Quando Frances è andata via e ha lanciato le sue accuse, gli effetti per Facebook sono stati assai più pesanti rispetto ai casi del passato per due motivi. Innanzitutto la Haugen si è portata via migliaia di documenti, resi pubblici e consegnati alla Sec, il «poliziotto» della Borsa Usa, dai quali emerge che l’azienda sapeva dei danni provocati dalle sue piattaforme: da quelli arrecati ai giovani utenti di Instagram alla diffusione di odio attraverso Facebook in Paesi, dalla Birmania all’India, sconvolti da conflitti etnici, tribali o a sfondo religioso.

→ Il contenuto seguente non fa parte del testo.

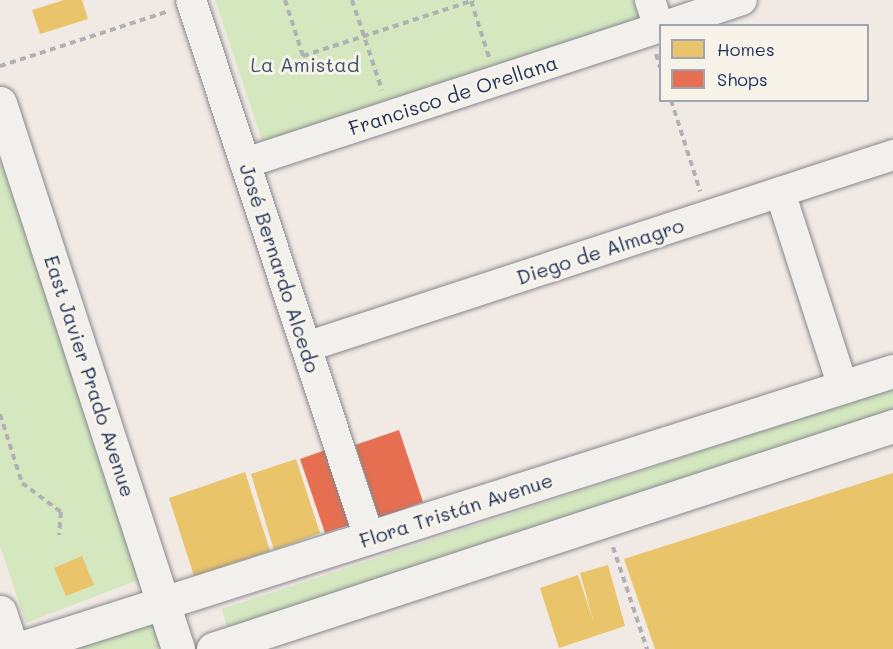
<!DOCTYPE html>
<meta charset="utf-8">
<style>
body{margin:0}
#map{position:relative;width:893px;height:649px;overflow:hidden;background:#f1e9e4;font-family:Mali,sans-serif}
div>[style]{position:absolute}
.green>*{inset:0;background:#d4e7bf}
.homes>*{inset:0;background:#e9c46a}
.shops>*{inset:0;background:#e76f51}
.path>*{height:4px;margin-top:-2px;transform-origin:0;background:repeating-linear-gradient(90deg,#b0b1b4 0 6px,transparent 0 10.5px)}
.roads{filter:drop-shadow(0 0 2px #87888e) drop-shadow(0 0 2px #87888e)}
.street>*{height:30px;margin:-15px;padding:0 15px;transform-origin:15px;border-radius:15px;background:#f2f0ec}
.secondary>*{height:33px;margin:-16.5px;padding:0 16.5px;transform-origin:16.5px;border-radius:16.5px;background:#f2f0ec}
.primary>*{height:33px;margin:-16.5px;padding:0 16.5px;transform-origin:16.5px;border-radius:16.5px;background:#f2f0ec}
span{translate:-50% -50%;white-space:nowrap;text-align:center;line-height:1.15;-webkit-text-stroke:6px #f7f3e8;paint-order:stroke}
.park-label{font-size:20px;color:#3b536b}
.street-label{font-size:20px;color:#1b2f5e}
.legend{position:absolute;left:659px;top:24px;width:210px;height:78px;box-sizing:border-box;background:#f7f3e8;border:2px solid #9fa5b1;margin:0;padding:8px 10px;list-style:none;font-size:18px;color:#1b2f5e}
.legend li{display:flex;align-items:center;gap:12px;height:30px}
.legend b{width:30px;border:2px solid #9fa5b1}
</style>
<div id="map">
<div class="green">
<div style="clip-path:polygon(215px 0,633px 0,639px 18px,264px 147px)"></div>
<div style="clip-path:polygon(0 160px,143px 578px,26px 623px,0 546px)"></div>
<div style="clip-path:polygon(893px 388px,893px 421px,230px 638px,222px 609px)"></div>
<div style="clip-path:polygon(150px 617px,177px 649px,52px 649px)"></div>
</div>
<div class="homes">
<div style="clip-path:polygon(64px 0,82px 0,88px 19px,40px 34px,32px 10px)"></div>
<div style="clip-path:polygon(296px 459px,320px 533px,274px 550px,251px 474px)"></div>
<div style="clip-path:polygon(245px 472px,270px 551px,194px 576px,169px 498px)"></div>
<div style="clip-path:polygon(893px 473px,893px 649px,655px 649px,624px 559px)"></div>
<div style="clip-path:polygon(82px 556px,94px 585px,66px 596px,54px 568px)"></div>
<div style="clip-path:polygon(608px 565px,625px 626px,559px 648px,540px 588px,578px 575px,594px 623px,580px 573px)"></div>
</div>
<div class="shops">
<div style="clip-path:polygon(399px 430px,423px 502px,379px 518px,355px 445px)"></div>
<div style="clip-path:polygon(331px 448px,355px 523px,325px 533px,300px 459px)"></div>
</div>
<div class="path">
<div style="left:285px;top:0;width:59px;rotate:72.2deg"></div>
<div style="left:303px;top:56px;width:180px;rotate:-18.1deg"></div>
<div style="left:352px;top:0;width:95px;rotate:71.6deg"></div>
<div style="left:471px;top:1px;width:59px;rotate:72.2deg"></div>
<div style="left:656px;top:54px;width:14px;rotate:73deg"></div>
<div style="left:0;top:66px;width:175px;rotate:-18deg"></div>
<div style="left:671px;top:100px;width:96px;rotate:72.3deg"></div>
<div style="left:0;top:414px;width:72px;rotate:72.3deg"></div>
<div style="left:22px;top:483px;width:49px;rotate:36.6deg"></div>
<div style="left:61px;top:512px;width:23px;rotate:95deg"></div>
<div style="left:613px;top:547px;width:108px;rotate:71.6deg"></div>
</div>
<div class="roads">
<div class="street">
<div style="left:191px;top:0;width:566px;rotate:71.66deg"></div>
<div style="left:650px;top:0;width:28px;rotate:72deg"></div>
<div style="left:665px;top:26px;width:81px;rotate:-18.7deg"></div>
<div style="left:245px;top:163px;width:437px;rotate:-18.1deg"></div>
<div style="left:780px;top:192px;width:205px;rotate:72.1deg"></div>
<div style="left:306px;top:347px;width:618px;rotate:-18.11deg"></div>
</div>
<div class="secondary">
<div style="left:18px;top:649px;width:918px;rotate:-17.63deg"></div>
<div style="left:213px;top:649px;width:716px;rotate:-18.16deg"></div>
</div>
<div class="primary">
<div style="left:0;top:103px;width:574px;rotate:71.94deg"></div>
<div style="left:0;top:612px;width:39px;rotate:72deg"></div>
</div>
</div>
<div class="park-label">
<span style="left:305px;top:64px">La Amistad</span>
</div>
<div class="street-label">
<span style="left:453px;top:95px;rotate:-18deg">Francisco de Orellana</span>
<span style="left:600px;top:251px;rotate:-18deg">Diego de Almagro</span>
<span style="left:280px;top:268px;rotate:72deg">José Bernardo Alcedo</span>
<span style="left:90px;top:376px;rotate:72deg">East Javier Prado Avenue</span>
<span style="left:456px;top:510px;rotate:-18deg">Flora Tristán Avenue</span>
</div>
<ul class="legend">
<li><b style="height:16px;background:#e9c46a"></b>Homes</li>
<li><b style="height:16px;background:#e76f51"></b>Shops</li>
</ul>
</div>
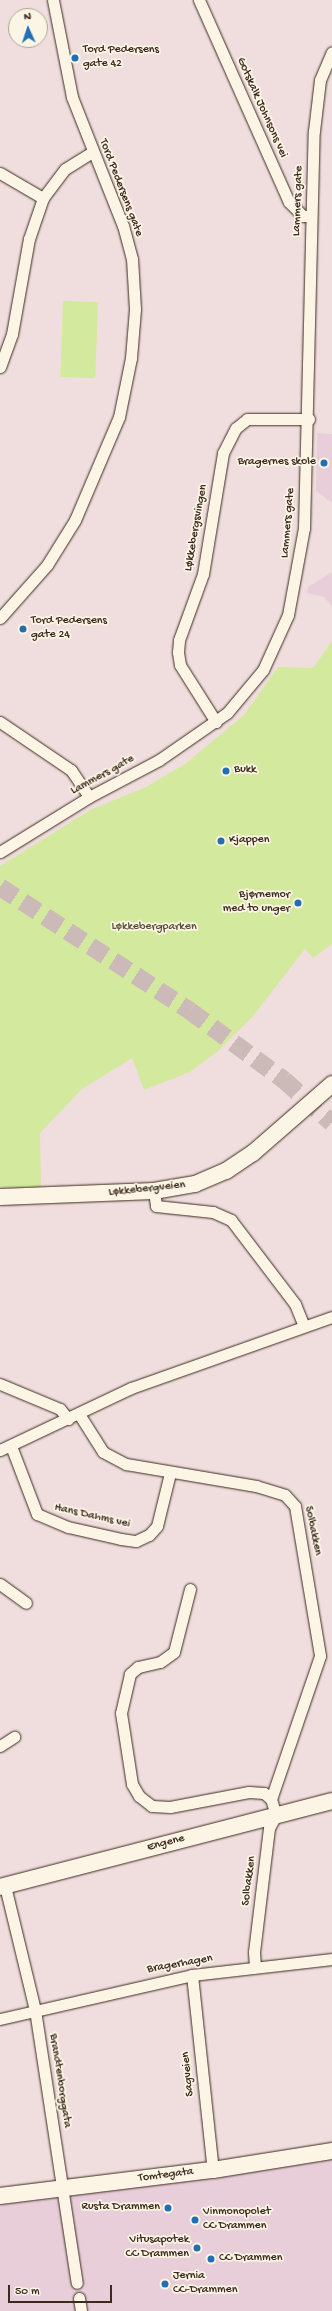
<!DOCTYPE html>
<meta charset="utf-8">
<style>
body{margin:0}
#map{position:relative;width:332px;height:2311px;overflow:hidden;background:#f0dede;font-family:"Gochi Hand",sans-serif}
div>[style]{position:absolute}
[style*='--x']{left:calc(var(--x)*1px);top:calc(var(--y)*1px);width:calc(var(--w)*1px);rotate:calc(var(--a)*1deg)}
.built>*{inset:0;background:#e8ced9}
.green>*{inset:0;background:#d3e99d;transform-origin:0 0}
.primary-tunnel>*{height:18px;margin-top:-9px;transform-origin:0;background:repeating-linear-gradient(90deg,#ccbab8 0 18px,transparent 0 27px)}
.roads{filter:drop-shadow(0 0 1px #3b2a1e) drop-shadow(0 0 1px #3b2a1e)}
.street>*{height:11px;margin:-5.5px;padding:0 5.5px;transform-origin:5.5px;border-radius:5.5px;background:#fcf5e5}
.secondary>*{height:16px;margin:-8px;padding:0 8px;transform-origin:8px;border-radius:8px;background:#fcf5e5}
.dots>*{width:11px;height:11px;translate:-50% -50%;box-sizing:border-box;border:2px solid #fcf5e5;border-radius:50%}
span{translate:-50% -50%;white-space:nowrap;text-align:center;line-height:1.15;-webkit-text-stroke:3.5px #fcf5e5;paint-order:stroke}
.poi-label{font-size:12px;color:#3b2a1e}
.left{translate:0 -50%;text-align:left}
.right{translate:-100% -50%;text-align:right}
.street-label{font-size:12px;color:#3b2a1e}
.park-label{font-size:12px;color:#595037}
.north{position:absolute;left:8px;top:8px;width:40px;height:40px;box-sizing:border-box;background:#fcf5e5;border:1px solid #afa495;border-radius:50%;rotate:357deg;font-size:11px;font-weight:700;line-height:16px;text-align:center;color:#3b2a1e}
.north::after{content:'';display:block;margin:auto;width:14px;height:18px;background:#1f6fb2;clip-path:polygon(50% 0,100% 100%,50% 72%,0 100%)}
.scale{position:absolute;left:8px;top:2285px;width:104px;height:18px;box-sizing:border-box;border:2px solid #3b2a1e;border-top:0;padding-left:5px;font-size:12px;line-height:14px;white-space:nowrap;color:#3b2a1e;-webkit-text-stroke:3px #fcf5e5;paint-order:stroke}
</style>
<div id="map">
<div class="built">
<div style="clip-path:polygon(317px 433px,332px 434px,332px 503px,316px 491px)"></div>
<div style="clip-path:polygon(332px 572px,332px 606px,324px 597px,307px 593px,308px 587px)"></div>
<div style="clip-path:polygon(332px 2150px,332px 2311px,0 2311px,0 2196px)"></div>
</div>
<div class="green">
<div style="left:63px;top:301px;width:35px;height:76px;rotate:2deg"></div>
<div style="clip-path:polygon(332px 641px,332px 944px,313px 958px,305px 949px,253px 1016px,217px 1052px,190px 1072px,144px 1090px,132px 1058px,82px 1089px,40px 1133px,41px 1189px,0 1187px,0 866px,90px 810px,146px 787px,185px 764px,244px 715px,278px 667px,313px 668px)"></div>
</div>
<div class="primary-tunnel">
<div style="--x:0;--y:887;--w:227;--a:33.1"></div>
<div style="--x:190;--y:1011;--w:117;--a:36.3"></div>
<div style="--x:284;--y:1080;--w:64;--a:41.9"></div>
</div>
<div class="roads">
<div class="street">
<div style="--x:199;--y:0;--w:221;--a:66"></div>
<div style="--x:289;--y:202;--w:20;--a:45"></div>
<div style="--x:303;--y:216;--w:7;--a:0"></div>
<div style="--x:0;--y:173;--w:50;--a:30.2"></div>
<div style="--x:0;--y:367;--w:35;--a:-70"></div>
<div style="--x:12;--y:334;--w:97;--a:-79.9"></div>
<div style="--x:29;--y:239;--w:43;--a:-71.1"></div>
<div style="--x:43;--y:198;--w:36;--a:-53"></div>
<div style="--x:65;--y:169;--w:31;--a:-32"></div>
<div style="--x:0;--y:618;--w:71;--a:-48.4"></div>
<div style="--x:47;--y:565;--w:53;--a:-58.1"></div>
<div style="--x:75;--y:520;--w:112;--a:-66.9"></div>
<div style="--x:119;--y:417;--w:60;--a:-78.5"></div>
<div style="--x:131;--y:358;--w:49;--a:-85.3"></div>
<div style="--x:135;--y:309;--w:50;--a:-93.4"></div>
<div style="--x:132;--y:259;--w:34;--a:-105"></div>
<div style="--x:123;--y:226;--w:139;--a:-111.6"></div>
<div style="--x:72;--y:97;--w:99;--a:-101.1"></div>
<div style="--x:0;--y:722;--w:86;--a:34.1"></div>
<div style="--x:71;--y:770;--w:32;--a:56"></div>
<div style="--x:216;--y:722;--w:67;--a:-122.3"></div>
<div style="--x:180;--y:665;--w:13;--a:-99"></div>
<div style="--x:178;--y:652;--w:12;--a:-85"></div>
<div style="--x:179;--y:640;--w:70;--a:-70"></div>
<div style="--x:203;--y:574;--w:123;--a:-80.6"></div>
<div style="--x:223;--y:453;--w:28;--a:-63"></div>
<div style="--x:236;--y:428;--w:14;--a:-39"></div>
<div style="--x:247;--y:419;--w:62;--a:0"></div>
<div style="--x:0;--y:852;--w:105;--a:-31.7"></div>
<div style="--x:89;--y:797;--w:79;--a:-27.9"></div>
<div style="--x:159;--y:760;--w:83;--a:-34.7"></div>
<div style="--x:227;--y:713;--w:56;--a:-50.1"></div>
<div style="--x:263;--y:670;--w:60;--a:-65.6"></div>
<div style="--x:288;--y:615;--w:88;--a:-79.6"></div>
<div style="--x:304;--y:528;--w:397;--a:-88.6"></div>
<div style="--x:314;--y:131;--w:51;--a:-83.3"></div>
<div style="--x:320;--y:80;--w:30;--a:-67"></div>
<div style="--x:154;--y:1191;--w:15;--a:82"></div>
<div style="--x:156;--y:1206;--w:57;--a:6"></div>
<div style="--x:213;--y:1212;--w:20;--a:24"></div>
<div style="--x:231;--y:1220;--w:106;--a:52.7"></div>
<div style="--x:295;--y:1304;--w:24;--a:68"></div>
<div style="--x:0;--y:1384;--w:65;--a:22.6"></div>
<div style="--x:60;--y:1409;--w:13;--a:51"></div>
<div style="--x:79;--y:1414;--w:45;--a:57.7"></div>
<div style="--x:103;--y:1452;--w:26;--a:28"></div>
<div style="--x:126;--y:1464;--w:132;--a:9.6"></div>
<div style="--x:256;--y:1486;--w:30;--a:17"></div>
<div style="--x:285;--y:1495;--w:15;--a:48"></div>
<div style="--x:295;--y:1506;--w:152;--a:80.5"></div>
<div style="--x:320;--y:1656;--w:151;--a:108.9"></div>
<div style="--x:11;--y:1446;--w:73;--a:69.1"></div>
<div style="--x:37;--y:1514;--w:34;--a:23"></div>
<div style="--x:68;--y:1527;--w:54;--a:12.8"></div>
<div style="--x:121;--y:1539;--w:15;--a:8"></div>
<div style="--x:136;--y:1541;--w:14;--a:-25"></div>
<div style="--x:149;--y:1535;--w:12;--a:-48"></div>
<div style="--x:157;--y:1526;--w:55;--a:-76.2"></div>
<div style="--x:0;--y:1450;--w:145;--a:-25.3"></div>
<div style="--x:131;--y:1388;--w:213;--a:-19.5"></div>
<div style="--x:0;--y:1584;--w:32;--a:36"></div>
<div style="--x:190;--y:1589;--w:65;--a:104.3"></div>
<div style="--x:174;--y:1652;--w:17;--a:144"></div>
<div style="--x:160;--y:1662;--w:23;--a:167"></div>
<div style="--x:138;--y:1667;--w:11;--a:139"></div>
<div style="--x:130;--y:1674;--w:40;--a:103"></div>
<div style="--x:121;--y:1713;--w:72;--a:81.2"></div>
<div style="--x:132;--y:1784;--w:14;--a:60"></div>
<div style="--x:139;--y:1796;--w:16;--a:38"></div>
<div style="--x:152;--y:1806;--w:18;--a:3"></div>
<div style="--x:170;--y:1807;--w:80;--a:-10.8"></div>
<div style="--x:249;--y:1792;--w:15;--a:4"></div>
<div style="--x:264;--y:1793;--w:9;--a:41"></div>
<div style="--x:271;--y:1799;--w:17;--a:73"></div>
<div style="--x:276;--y:1815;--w:15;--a:118"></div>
<div style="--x:269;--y:1828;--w:125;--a:96.9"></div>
<div style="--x:254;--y:1952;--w:15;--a:86"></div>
<div style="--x:0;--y:1746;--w:17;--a:-33"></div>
<div style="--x:5;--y:1886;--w:128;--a:76.4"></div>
<div style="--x:35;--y:2010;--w:276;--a:81.3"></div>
<div style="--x:192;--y:1975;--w:196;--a:83.9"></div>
<div style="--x:0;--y:2019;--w:197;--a:-12.9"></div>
<div style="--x:192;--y:1975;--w:141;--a:-6.5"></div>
<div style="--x:79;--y:2298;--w:13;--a:81"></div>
</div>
<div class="secondary">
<div style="--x:0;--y:1197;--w:154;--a:-2.2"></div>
<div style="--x:154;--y:1191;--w:42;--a:-9.7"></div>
<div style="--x:195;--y:1184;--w:34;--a:-23"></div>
<div style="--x:226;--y:1171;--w:32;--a:-34"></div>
<div style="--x:253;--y:1153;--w:105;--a:-41.1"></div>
<div style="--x:0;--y:1887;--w:343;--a:-14.5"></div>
<div style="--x:0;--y:2196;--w:215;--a:-7"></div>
<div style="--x:213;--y:2170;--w:121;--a:-9.1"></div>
</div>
</div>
<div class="dots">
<div style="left:75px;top:58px;background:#1f6fb2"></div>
<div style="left:324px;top:463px;background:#1f6fb2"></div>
<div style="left:23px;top:629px;background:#1f6fb2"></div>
<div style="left:226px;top:771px;background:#1f6fb2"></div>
<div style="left:221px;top:841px;background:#1f6fb2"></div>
<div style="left:298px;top:903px;background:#1f6fb2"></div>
<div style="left:168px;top:2208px;background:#1f6fb2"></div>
<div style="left:195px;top:2220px;background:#1f6fb2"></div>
<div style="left:197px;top:2248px;background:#1f6fb2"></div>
<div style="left:211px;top:2259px;background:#1f6fb2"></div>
<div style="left:165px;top:2284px;background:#1f6fb2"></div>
</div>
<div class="poi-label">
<span class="left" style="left:83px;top:58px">Tord Pedersens<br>gate 42</span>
<span class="right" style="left:316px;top:463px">Bragernes skole</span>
<span class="left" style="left:31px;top:629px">Tord Pedersens<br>gate 24</span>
<span class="left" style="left:234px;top:771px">Bukk</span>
<span class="left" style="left:229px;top:841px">Kjappen</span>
<span class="right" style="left:290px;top:903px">Bjørnemor<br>med to unger</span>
<span class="right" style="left:160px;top:2208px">Rusta Drammen</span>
<span class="left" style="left:203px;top:2220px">Vinmonopolet<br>CC Drammen</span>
<span class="right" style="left:189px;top:2248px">Vitusapotek<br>CC Drammen</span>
<span class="left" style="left:219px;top:2259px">CC Drammen</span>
<span class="left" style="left:173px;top:2284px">Jernia<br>CC-Drammen</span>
</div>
<div class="street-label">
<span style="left:261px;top:108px;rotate:66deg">Gotskalk Johnsons vei</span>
<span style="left:120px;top:188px;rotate:69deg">Tord Pedersens gate</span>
<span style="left:299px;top:201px;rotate:-88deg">Lammers gate</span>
<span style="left:289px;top:523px;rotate:-85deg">Lammers gate</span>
<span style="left:197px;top:528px;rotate:-80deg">Løkkebergsvingen</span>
<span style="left:103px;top:776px;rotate:-29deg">Lammers gate</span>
<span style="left:147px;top:1190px;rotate:-6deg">Løkkebergveien</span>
<span style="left:92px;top:1517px;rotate:13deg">Hans Dahms vei</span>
<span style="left:312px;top:1531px;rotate:78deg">Solbakken</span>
<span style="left:166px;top:1844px;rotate:-15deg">Engene</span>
<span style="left:250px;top:1881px;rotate:-83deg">Solbakken</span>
<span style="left:180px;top:1965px;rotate:-10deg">Bragerhagen</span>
<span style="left:189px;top:2074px;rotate:-96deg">Sagveien</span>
<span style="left:59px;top:2081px;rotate:81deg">Brandtenborggata</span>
<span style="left:166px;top:2176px;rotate:-7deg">Tomtegata</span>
</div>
<div class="park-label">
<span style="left:154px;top:928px">Løkkebergparken</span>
</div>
<div class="north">N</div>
<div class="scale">50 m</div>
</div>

Il gruppo li aveva studiati ma non era corso ai ripari per non danneggiare i suoi business e aveva mantenuto segreti i risultati delle sue indagini: pessimo per il rapporto di fiducia con gli utenti e rischioso sul piano legale. Sec e Ftc (altro ente regolatore del mercato) potrebbero accusarlo di aver nascosto informazioni rilevanti per gli azionisti.

Poi, spalleggiata da un miliardario, il cofondatore di eBay Pierre Omidyar, da Lawrence Lessig, celebre attivista e giurista della rivoluzione digitale e da un ex addetto stampa della Casa Bianca di Obama, Bill Burton, la Haugen ha messo in piedi una massiccia campagna di rivelazioni che il New York Times ha paragonato allo sbarco in Normandia: interviste televisive, audizioni davanti al Congresso Usa e al parlamento britannico e, addirittura, la creazione di un consorzio di testate giornalistiche che stanno estraendo dai Facebook Files centinaia di articoli servizi televisivi. Facebook oggi affronta due emergenze: un danno reputazionale molto evidente e conseguenze aziendali più difficili da quantificare perché legate a diverse variabili, dalle reazioni dei mercati alla reale capacità d’intervento della politica.

Sulla reputazione Zuckerberg si muove col cambio di nome e passando da una strategia difensiva (le scuse sussurrate ogni volta che a Facebook venivano contestati danni provocati alla comunità) a una offensiva: niente più scuse ma accuse ai media («uno sforzo coordinato per dare un’immagine falsa della società» usando documenti trafugati) e alla politica. Dopo aver osteggiato per anni ogni tentativo di regolamentare il digitale, ora Facebook conduce una campagna pubblicitaria sui media per chiedere regole e quando il Congresso la accusa di fare danni, replica: «Fate il vostro lavoro di legislatori anziché chiedere a noi di sopperire alla vostra incapacità».